5.) Give a background on the measures used to help retention. Show statistics based on several projects throughout North America. Green roofs, roof rainwater storage units, rain gardens.

6.) Talk to engineers at work about their experience on design storm water retention systems for subdivisions and try to implement a design to a specific site.

7.) Read government reports on green roofs and their retention capabilities. Find effectiveness of cisterns, rain gardens. Look at comparison of roof storage tanks specs.

8.) Can alternate storm water management that is applied be effective, appealing, cost efficient? Cost/Benefit of retention based design vs. conventional storm sewers.

Special Problems:
1.) Environmental impacts of conventional storm sewers. Damage to streams and the habitat of wildlife depending on those streams is a major concern. Pollutants can enter the storm system with little or no treatment and into the streams.

2.) Cost of storm water retention systems. Does it cost more than conventional systems? Less? Do the benefits of a retention friendly system outweigh the cost? Should cost even be an issue?

3.) Are retention measures effective? Show statistics of several projects throughout North America using retention systems and prove how they work. Draw a comparison between conventional sewers and retention systems.

4.) Where in North America will recycled storm retention systems be beneficial? Coastal regions, with large amounts of rainfall. Can these systems work in semi-arid regions, like Kamloops?

5.) How often do materials used in recycling practices need replacing? Do they wear down easily/need maintenance?

6.) Which methods of retention recycling are more effective?
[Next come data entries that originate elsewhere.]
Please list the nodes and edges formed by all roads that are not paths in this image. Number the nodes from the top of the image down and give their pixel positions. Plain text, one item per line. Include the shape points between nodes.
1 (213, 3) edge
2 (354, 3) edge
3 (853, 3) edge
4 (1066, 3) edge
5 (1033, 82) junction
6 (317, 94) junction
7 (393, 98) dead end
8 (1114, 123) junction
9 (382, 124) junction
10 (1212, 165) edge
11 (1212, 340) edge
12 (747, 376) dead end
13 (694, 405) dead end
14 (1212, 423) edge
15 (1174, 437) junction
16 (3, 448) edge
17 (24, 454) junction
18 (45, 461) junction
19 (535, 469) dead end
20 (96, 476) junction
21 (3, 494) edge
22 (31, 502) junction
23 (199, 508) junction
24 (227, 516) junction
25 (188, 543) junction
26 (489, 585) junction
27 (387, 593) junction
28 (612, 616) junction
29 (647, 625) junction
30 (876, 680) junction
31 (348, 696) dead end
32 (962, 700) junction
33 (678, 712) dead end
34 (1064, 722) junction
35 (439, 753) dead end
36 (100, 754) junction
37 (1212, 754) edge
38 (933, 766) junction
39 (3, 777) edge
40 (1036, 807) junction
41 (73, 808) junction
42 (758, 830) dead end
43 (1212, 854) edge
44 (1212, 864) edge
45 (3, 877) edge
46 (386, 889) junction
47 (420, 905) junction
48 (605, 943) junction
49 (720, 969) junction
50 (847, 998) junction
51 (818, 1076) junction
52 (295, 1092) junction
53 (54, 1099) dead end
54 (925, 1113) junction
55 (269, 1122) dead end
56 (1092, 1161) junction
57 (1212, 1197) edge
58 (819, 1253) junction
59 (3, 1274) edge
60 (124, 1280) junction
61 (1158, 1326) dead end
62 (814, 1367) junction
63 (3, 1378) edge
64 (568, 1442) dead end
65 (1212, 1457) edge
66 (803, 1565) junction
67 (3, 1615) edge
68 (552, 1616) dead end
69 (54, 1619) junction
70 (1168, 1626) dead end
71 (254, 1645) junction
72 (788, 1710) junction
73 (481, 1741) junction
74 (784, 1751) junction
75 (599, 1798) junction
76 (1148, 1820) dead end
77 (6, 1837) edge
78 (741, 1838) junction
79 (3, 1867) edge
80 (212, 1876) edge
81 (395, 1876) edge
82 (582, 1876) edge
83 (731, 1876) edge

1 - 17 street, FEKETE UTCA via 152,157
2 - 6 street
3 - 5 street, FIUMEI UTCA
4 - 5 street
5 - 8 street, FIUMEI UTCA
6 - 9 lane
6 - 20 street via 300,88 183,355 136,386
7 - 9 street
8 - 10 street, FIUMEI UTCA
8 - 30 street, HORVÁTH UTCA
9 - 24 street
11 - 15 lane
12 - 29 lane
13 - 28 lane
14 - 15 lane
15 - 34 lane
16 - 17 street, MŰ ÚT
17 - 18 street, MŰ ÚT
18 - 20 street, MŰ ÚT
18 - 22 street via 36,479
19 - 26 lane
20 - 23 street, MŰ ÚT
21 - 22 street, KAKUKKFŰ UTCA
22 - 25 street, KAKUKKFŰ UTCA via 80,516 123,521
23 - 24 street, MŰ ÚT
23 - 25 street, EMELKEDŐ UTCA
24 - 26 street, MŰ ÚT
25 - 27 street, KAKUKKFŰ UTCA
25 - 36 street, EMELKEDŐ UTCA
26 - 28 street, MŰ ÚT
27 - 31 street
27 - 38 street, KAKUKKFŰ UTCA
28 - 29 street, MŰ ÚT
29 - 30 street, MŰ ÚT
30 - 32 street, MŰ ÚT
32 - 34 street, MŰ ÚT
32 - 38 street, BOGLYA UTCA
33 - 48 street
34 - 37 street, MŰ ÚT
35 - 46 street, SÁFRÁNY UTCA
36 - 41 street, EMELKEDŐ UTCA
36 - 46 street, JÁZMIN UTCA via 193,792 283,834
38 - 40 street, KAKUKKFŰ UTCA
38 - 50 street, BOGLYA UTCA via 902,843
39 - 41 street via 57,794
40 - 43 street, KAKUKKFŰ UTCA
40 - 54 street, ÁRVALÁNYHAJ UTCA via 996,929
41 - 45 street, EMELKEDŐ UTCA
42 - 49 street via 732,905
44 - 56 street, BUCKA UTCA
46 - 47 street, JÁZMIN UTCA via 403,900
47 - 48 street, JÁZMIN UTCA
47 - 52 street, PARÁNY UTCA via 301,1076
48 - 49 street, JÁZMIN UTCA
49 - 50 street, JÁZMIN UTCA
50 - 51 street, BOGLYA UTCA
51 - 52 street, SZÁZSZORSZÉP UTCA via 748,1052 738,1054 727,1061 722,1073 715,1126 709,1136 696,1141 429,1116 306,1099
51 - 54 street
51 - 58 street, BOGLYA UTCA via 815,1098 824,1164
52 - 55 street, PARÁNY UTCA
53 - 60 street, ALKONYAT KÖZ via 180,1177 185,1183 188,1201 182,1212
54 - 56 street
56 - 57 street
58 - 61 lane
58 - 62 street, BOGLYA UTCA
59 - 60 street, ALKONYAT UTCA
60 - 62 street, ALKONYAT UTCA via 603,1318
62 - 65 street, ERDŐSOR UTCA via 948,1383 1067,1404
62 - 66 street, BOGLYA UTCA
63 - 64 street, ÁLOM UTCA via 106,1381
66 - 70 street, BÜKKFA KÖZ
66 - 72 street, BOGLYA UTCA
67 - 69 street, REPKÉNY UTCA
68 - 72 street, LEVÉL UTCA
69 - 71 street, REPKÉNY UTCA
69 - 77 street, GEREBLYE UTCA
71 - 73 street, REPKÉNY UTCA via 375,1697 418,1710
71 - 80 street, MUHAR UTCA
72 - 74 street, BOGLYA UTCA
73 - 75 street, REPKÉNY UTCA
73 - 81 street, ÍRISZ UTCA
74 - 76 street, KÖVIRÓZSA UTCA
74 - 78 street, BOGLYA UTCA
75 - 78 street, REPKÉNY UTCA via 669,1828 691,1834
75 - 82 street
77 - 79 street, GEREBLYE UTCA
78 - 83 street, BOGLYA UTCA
Does it matter on a given design? Can these methods be combined for a given project?

7.) How is greywater treated back into the building? What can this water be used for? What chemicals are used to clean the water?

Also:
1.) What scale of size should retention systems be to? Should rooftop storage tanks, rain gardens, and green roofs all be used in a single building?

2.) Performance of roof storm water retention tanks. What ones work better and take up less square footage to be effective enough?

3.) Rain gardens and above ground cisterns can promote growth to mosquito larva increasing the risk of West Nile virus. What measures are taken to prevent hatching? Sprinklers, additives to water?

4.) How can storm water retention recycled systems be integrated with other green technologies? Create hydro-electric energy with storm run-off?

5.) Calculating storm run-off flow. Manning’s equation or computer modeling techniques used in engineering offices to find out how much run-off will enter sewers and streams. Compare conventional sewer run-off to a recycling system.

6.) Do land values increase with implementation of greener storm water retention technology? Quality of life of those living in the building increase?